— Task description —
Could all of the entries be written out exactly, with any pictures omitted?
== Data for review
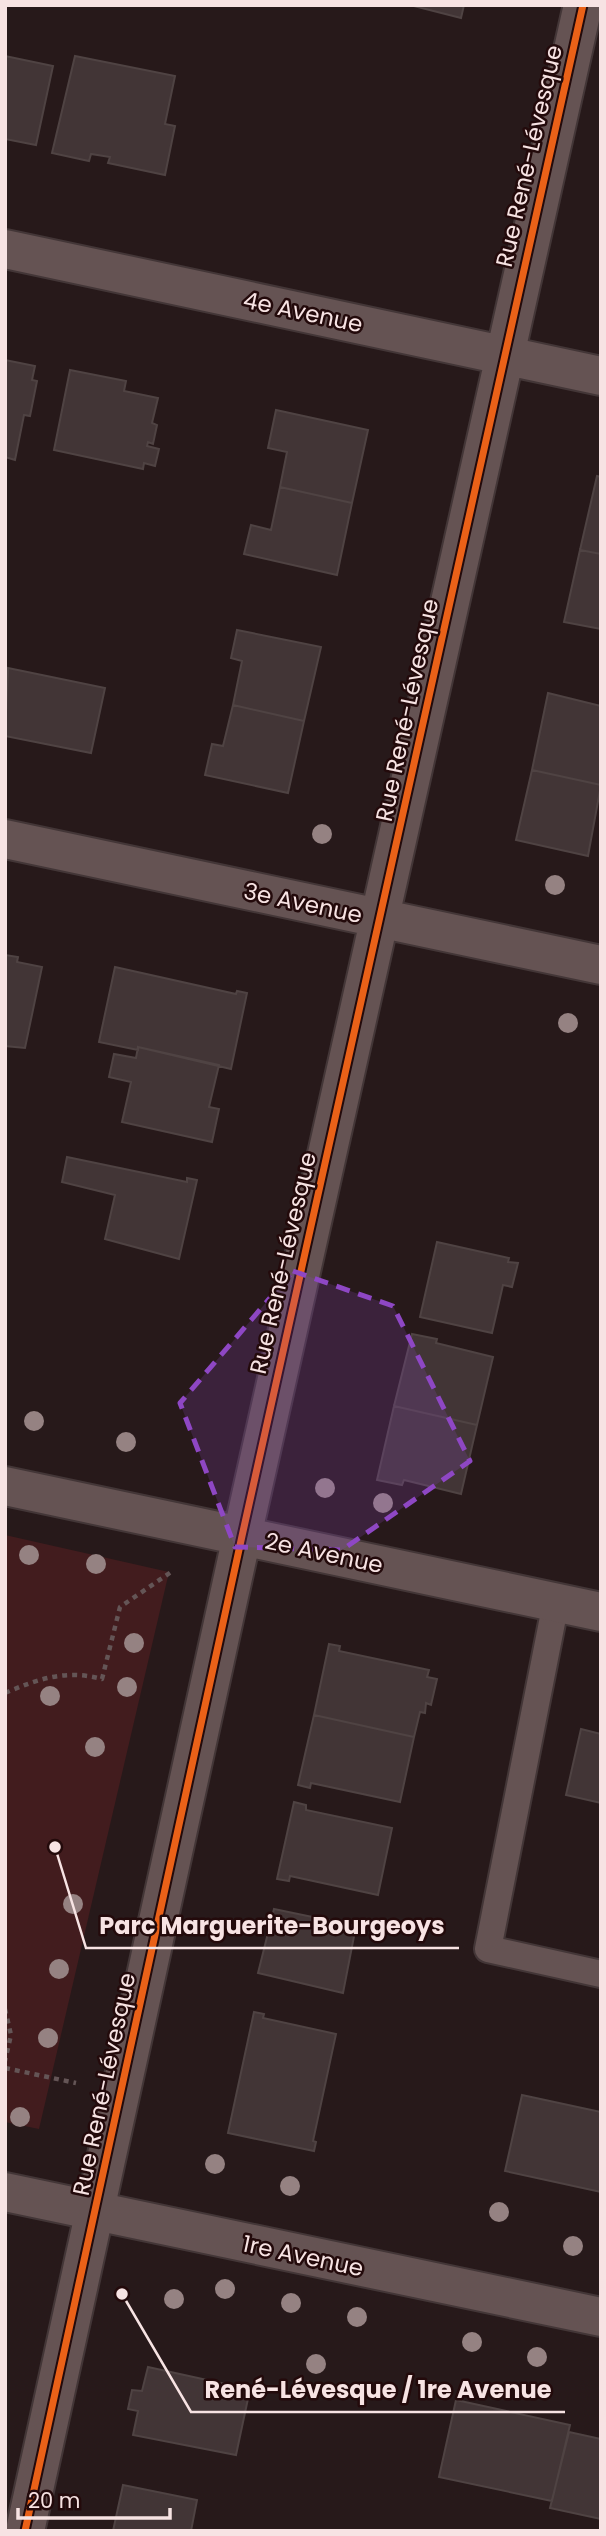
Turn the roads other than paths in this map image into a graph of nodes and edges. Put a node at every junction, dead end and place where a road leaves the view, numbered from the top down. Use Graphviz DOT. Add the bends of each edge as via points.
graph roads {
  1 [pos="583,5"];
  2 [pos="5,249"];
  3 [pos="504,356"];
  4 [pos="601,376"];
  5 [pos="5,839"];
  6 [pos="381,920"];
  7 [pos="601,965"];
  8 [pos="5,1486"];
  9 [pos="242,1536"];
  10 [pos="556,1602"];
  11 [pos="601,1612"];
  12 [pos="601,1974"];
  13 [pos="5,2192"];
  14 [pos="96,2213"];
  15 [pos="601,2317"];
  16 [pos="25,2531"];
  1 -- 3 [label="street, Rue René-Lévesque"];
  2 -- 3 [label="street, 4e Avenue"];
  3 -- 4 [label="street, 4e Avenue"];
  3 -- 6 [label="street, Rue René-Lévesque"];
  5 -- 6 [label="street, 3e Avenue"];
  6 -- 7 [label="street, 3e Avenue"];
  6 -- 9 [label="street, Rue René-Lévesque"];
  8 -- 9 [label="street, 2e Avenue"];
  9 -- 10 [label="street, 2e Avenue"];
  9 -- 14 [label="street, Rue René-Lévesque"];
  10 -- 11 [label="street, 2e Avenue"];
  10 -- 12 [label="lane" via="488,1950"];
  13 -- 14 [label="street, 1re Avenue"];
  14 -- 15 [label="street, 1re Avenue"];
  14 -- 16 [label="street, Rue René-Lévesque"];
}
====
— Solution to this exercise —
Turn the roads other than paths in this map image into a graph of nodes and edges. Put a node at every junction, dead end and place where a road leaves the view, numbered from the top down. Use Graphviz DOT. Add the bends of each edge as via points.
graph roads {
  1 [pos="583,5"];
  2 [pos="5,249"];
  3 [pos="504,356"];
  4 [pos="601,376"];
  5 [pos="5,839"];
  6 [pos="381,920"];
  7 [pos="601,965"];
  8 [pos="5,1486"];
  9 [pos="242,1536"];
  10 [pos="556,1602"];
  11 [pos="601,1612"];
  12 [pos="601,1974"];
  13 [pos="5,2192"];
  14 [pos="96,2213"];
  15 [pos="601,2317"];
  16 [pos="25,2531"];
  1 -- 3 [label="street, Rue René-Lévesque"];
  2 -- 3 [label="street, 4e Avenue"];
  3 -- 4 [label="street, 4e Avenue"];
  3 -- 6 [label="street, Rue René-Lévesque"];
  5 -- 6 [label="street, 3e Avenue"];
  6 -- 7 [label="street, 3e Avenue"];
  6 -- 9 [label="street, Rue René-Lévesque"];
  8 -- 9 [label="street, 2e Avenue"];
  9 -- 10 [label="street, 2e Avenue"];
  9 -- 14 [label="street, Rue René-Lévesque"];
  10 -- 11 [label="street, 2e Avenue"];
  10 -- 12 [label="lane" via="488,1950"];
  13 -- 14 [label="street, 1re Avenue"];
  14 -- 15 [label="street, 1re Avenue"];
  14 -- 16 [label="street, Rue René-Lévesque"];
}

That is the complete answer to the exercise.